In a bid to promote effective solar production, the Andhra Pradesh Government has issued an amendment to the solar policy it had released on 27 September. The amendment clarifies that solar project developers will be eligible for ‘renewable energy certificates, subject to applicable CERC/APERC guidelines’.
The developers may choose between getting ‘eligible incentives’ under the AP solar policy or ‘only the incentives permissible under the CERC/APERC guidelines.’ This amendment cautions solar power producers, as they might get market tradable RECs only if the guidelines of the Central Electricity Regulatory Commission and the Andhra Pradesh Electricity Regulatory Commission permit.

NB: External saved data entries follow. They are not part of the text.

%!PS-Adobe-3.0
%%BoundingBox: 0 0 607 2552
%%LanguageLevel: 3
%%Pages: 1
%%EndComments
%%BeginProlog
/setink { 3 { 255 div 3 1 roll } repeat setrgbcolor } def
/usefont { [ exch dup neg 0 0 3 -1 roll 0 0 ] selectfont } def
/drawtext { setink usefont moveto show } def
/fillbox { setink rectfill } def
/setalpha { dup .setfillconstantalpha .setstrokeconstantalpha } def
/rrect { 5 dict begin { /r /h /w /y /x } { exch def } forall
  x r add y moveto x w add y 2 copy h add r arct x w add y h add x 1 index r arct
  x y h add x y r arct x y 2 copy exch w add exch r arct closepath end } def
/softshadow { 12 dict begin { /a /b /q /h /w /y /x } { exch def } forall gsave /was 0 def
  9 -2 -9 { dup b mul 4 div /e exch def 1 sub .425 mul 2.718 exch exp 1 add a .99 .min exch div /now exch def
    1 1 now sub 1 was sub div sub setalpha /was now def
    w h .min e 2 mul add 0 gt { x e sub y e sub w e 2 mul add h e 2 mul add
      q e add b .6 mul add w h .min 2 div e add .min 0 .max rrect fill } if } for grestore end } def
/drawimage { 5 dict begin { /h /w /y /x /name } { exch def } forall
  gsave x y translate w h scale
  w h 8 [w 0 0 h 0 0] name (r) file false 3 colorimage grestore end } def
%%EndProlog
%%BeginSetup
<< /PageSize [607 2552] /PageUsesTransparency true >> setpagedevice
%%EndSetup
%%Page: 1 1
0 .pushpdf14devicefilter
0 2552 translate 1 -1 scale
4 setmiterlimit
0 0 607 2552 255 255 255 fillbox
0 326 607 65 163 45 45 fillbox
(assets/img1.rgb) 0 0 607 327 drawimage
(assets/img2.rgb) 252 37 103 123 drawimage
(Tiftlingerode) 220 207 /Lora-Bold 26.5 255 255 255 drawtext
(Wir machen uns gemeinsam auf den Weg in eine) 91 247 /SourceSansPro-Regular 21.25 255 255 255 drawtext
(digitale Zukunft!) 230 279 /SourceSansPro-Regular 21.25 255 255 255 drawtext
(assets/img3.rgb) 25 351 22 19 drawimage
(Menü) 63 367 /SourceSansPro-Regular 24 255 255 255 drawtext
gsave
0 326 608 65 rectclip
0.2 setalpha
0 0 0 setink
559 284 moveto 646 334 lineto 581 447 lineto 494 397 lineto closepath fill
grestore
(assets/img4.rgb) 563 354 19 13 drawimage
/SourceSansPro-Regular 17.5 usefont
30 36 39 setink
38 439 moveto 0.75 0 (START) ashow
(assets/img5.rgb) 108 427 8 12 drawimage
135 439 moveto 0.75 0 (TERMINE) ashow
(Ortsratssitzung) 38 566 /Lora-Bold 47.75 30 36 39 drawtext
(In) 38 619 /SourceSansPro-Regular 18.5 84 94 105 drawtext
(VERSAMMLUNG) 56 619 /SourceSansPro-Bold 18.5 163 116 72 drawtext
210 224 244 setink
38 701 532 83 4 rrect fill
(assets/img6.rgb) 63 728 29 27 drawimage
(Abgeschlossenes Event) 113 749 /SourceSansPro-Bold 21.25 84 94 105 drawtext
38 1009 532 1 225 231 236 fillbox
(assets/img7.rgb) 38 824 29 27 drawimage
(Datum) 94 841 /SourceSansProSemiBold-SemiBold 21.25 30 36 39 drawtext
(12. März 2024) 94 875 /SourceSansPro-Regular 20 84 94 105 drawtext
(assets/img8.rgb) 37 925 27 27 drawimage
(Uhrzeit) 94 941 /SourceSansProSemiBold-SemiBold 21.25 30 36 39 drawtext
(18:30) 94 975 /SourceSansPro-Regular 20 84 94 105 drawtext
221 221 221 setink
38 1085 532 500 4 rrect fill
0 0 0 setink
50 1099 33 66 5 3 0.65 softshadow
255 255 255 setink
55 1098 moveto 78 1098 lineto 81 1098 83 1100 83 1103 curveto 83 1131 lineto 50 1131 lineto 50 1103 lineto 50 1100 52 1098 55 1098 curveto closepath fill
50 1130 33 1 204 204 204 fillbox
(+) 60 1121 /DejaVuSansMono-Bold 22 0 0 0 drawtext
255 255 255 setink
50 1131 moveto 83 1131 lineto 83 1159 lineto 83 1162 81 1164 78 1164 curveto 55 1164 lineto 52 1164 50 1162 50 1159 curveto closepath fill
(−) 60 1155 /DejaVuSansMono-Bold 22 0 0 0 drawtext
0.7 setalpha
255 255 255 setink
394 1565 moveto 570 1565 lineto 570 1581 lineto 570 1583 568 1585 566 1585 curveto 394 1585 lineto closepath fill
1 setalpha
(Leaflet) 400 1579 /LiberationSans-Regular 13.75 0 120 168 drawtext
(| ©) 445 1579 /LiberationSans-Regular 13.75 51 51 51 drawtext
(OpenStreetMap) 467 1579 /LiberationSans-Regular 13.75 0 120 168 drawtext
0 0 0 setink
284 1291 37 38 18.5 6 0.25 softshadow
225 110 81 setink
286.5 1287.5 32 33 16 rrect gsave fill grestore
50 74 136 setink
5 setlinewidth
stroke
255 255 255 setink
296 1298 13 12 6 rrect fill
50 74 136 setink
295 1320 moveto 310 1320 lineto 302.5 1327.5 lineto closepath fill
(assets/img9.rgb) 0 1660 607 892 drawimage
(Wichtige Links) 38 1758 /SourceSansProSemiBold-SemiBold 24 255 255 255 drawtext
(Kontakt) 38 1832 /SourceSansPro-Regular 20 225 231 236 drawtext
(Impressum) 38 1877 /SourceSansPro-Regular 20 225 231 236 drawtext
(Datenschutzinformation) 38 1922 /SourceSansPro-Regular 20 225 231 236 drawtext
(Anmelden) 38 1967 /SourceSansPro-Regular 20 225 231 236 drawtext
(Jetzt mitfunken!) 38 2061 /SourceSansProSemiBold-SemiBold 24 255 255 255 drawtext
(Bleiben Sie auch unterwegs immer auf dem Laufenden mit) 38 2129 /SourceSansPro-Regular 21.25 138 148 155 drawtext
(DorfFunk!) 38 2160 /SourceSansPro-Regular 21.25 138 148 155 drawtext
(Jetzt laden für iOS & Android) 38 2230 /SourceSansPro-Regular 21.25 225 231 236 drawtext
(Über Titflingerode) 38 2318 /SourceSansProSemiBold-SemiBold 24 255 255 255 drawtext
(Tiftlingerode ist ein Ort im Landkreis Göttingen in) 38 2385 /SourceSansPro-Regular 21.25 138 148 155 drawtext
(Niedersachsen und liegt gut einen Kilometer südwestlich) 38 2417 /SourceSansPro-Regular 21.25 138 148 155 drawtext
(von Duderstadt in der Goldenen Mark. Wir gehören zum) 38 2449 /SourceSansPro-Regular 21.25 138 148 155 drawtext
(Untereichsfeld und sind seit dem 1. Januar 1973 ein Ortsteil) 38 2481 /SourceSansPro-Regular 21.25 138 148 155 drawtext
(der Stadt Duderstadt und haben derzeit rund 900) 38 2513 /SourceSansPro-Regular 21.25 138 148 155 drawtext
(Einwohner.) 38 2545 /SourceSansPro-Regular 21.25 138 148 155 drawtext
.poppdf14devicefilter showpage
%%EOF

The primary reason of the policy is to encourage solar projects in the State by offering them exemptions from wheeling and banking, cross-subsidy and electricity duty, which are applicable only to power sold within the State as of now. These exemptions have made the policy look very attractive.
While most of the people are excited by this decision, some experts believe that the policy went against the spirit of REC regime. Basically, those who produce power from renewable sources get tradeable certificates only if they do not get a preferential feed-in tariff and do not avail any other concession. But by giving them exemptions, it seemed that the policy was disputing the basic principle of the REC regime.
Going by the CERC guidelines, the solar project developers who put up projects under the policy will not get RECs, if they avail themselves of the exemptions, which can be contradicted by APERC, who may come out with its own guidelines permitting the issuance of RECs to the developers.